DATA SHOWN:
=======
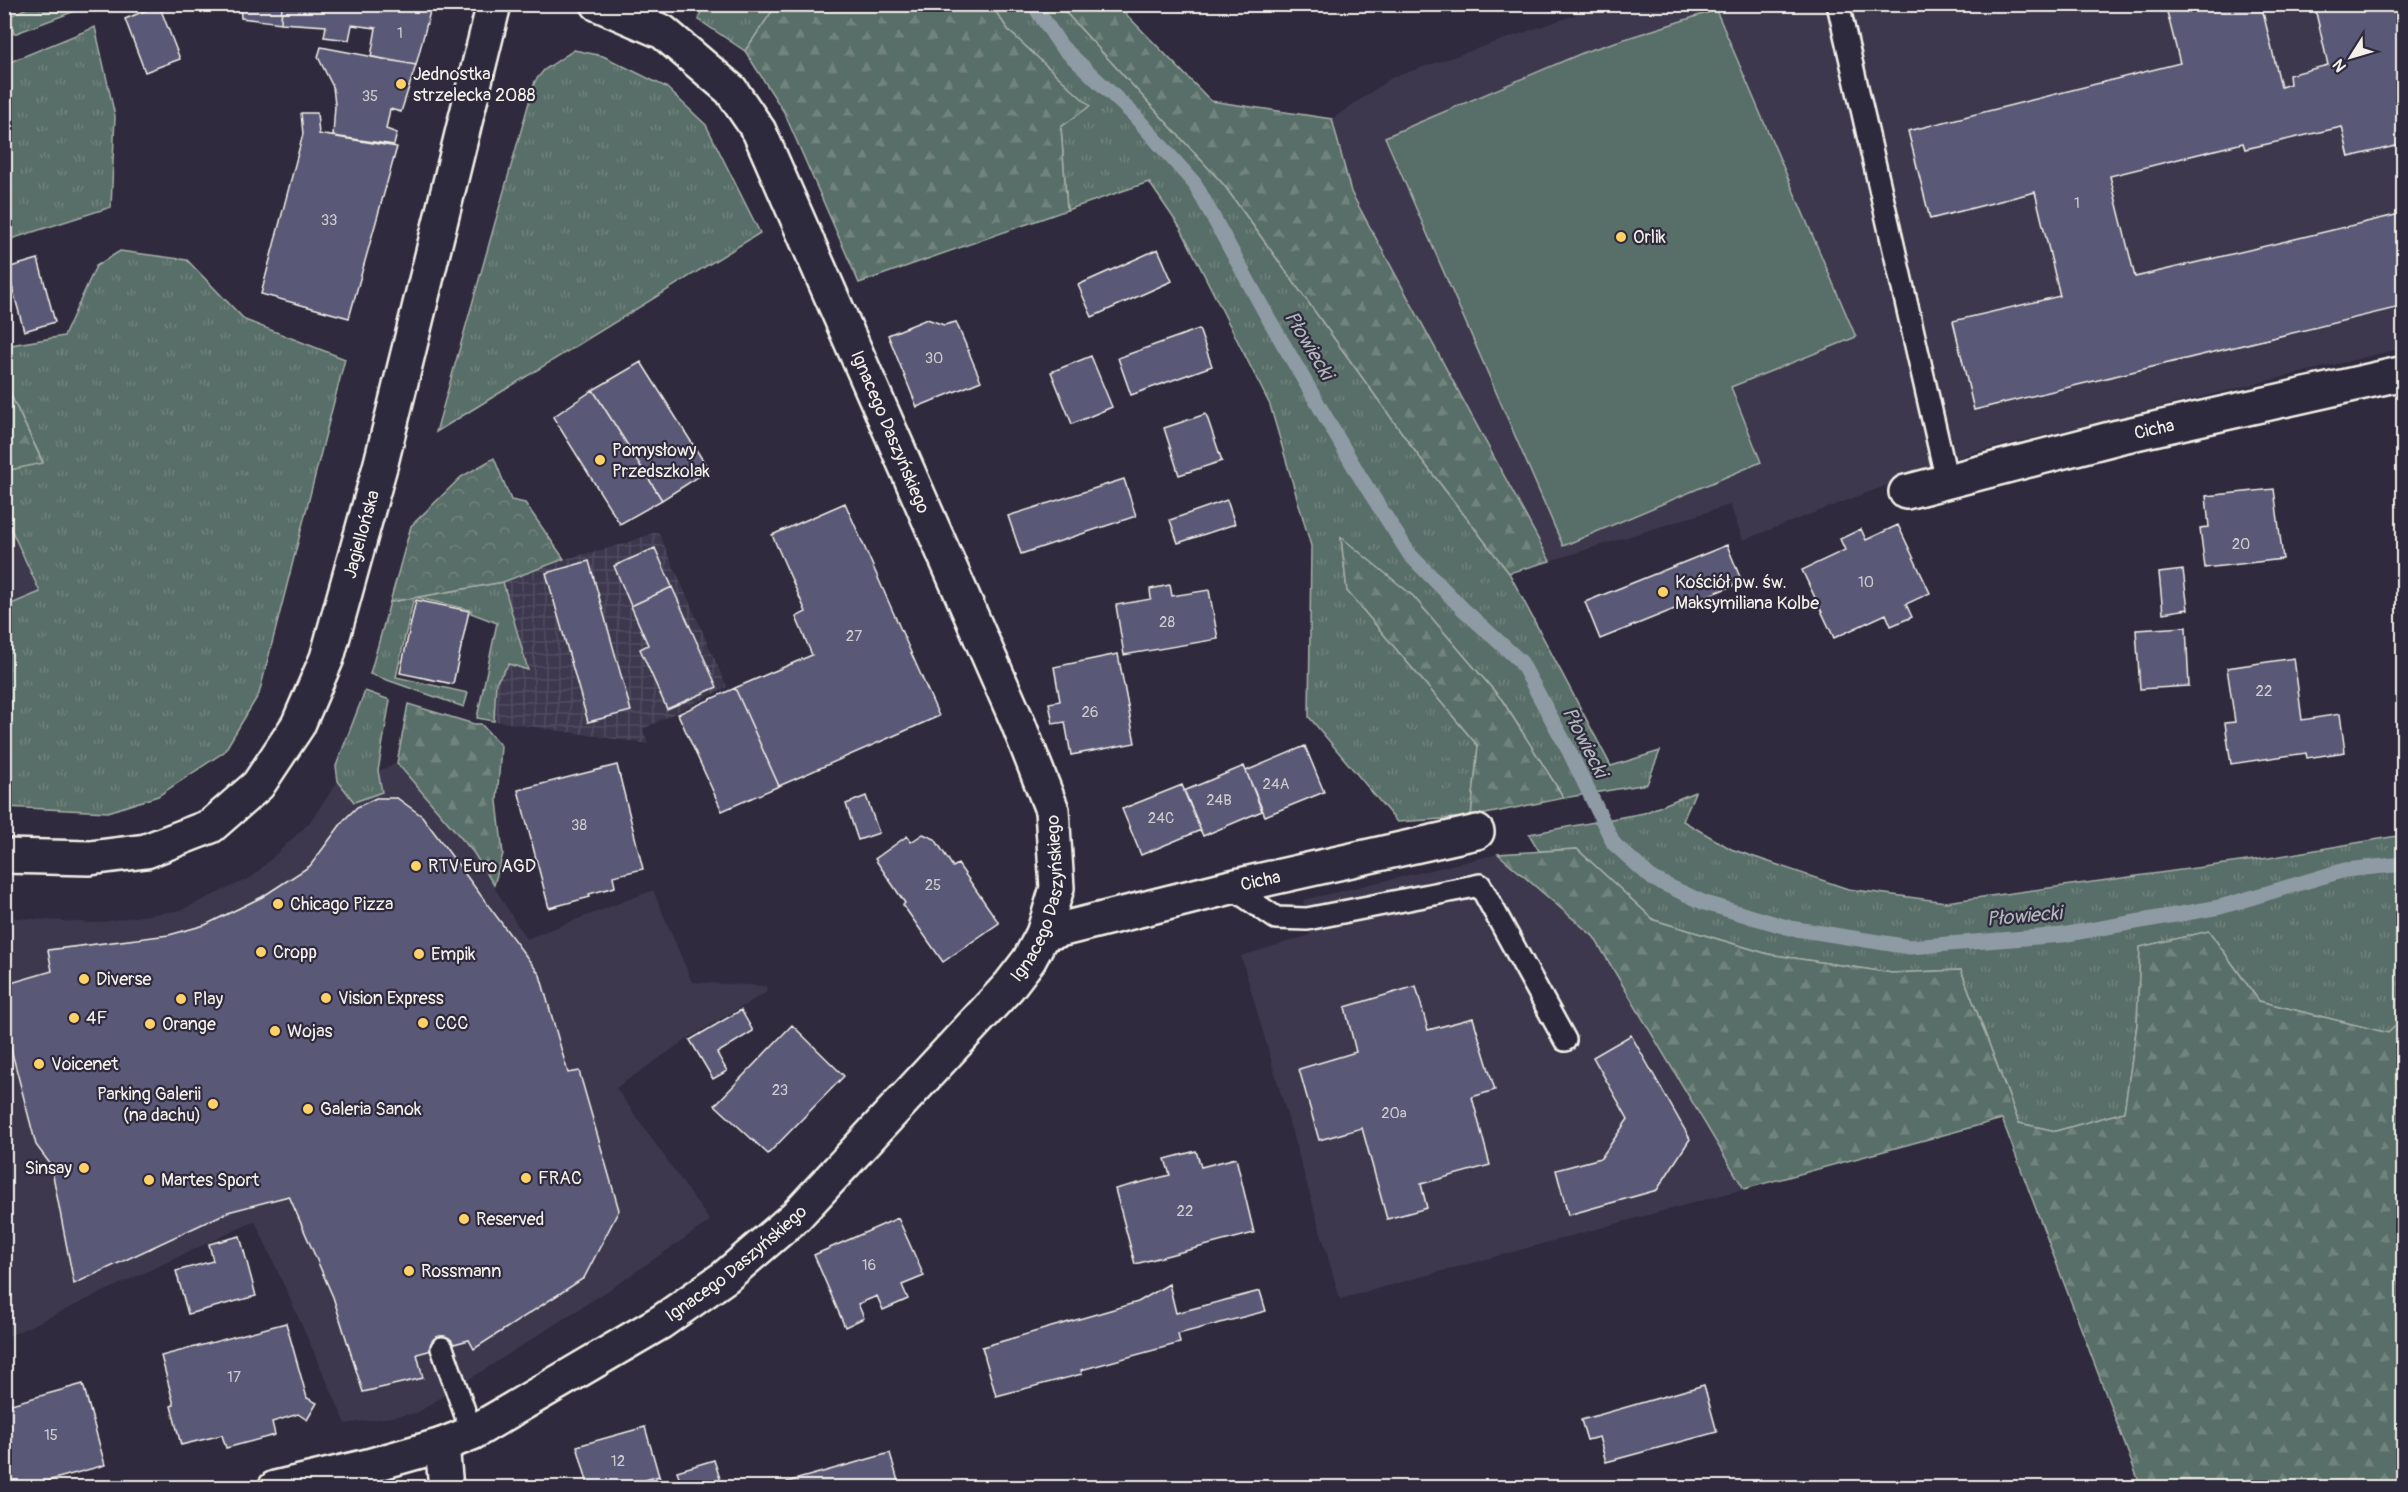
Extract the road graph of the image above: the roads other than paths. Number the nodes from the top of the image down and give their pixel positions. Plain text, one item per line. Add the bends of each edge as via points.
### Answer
1 (494, 4) edge
2 (598, 4) edge
3 (1838, 4) edge
4 (2403, 373) edge
5 (1947, 481) junction
6 (1906, 492) dead end
7 (1477, 832) dead end
8 (4, 856) edge
9 (1231, 887) junction
10 (1043, 934) junction
11 (1565, 1040) dead end
12 (442, 1348) dead end
13 (472, 1433) junction
14 (442, 1445) junction
15 (275, 1488) edge
16 (446, 1488) edge

1 - 8 street, Jagiellońska via 381,463 327,658 298,725 258,785 211,826 146,851 90,858
2 - 10 street, Ignacego Daszyńskiego via 663,32 731,90 759,131 1018,723 1052,810 1057,888
3 - 5 lane
4 - 5 street, Cicha via 2118,437
5 - 6 street, Cicha
7 - 9 street, Cicha
9 - 10 street, Cicha
9 - 11 lane via 1276,918 1307,919 1480,885
10 - 13 street, Ignacego Daszyńskiego via 1009,986 796,1216 725,1277 661,1322
12 - 13 lane
13 - 14 street, Ignacego Daszyńskiego
14 - 15 street, Ignacego Daszyńskiego
14 - 16 street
=======
WHAT IS EXPECTED:
Repeat every line above exactly, minus the pictures.

TASK RESPONSE:
Extract the road graph of the image above: the roads other than paths. Number the nodes from the top of the image down and give their pixel positions. Plain text, one item per line. Add the bends of each edge as via points.
### Answer
1 (494, 4) edge
2 (598, 4) edge
3 (1838, 4) edge
4 (2403, 373) edge
5 (1947, 481) junction
6 (1906, 492) dead end
7 (1477, 832) dead end
8 (4, 856) edge
9 (1231, 887) junction
10 (1043, 934) junction
11 (1565, 1040) dead end
12 (442, 1348) dead end
13 (472, 1433) junction
14 (442, 1445) junction
15 (275, 1488) edge
16 (446, 1488) edge

1 - 8 street, Jagiellońska via 381,463 327,658 298,725 258,785 211,826 146,851 90,858
2 - 10 street, Ignacego Daszyńskiego via 663,32 731,90 759,131 1018,723 1052,810 1057,888
3 - 5 lane
4 - 5 street, Cicha via 2118,437
5 - 6 street, Cicha
7 - 9 street, Cicha
9 - 10 street, Cicha
9 - 11 lane via 1276,918 1307,919 1480,885
10 - 13 street, Ignacego Daszyńskiego via 1009,986 796,1216 725,1277 661,1322
12 - 13 lane
13 - 14 street, Ignacego Daszyńskiego
14 - 15 street, Ignacego Daszyńskiego
14 - 16 street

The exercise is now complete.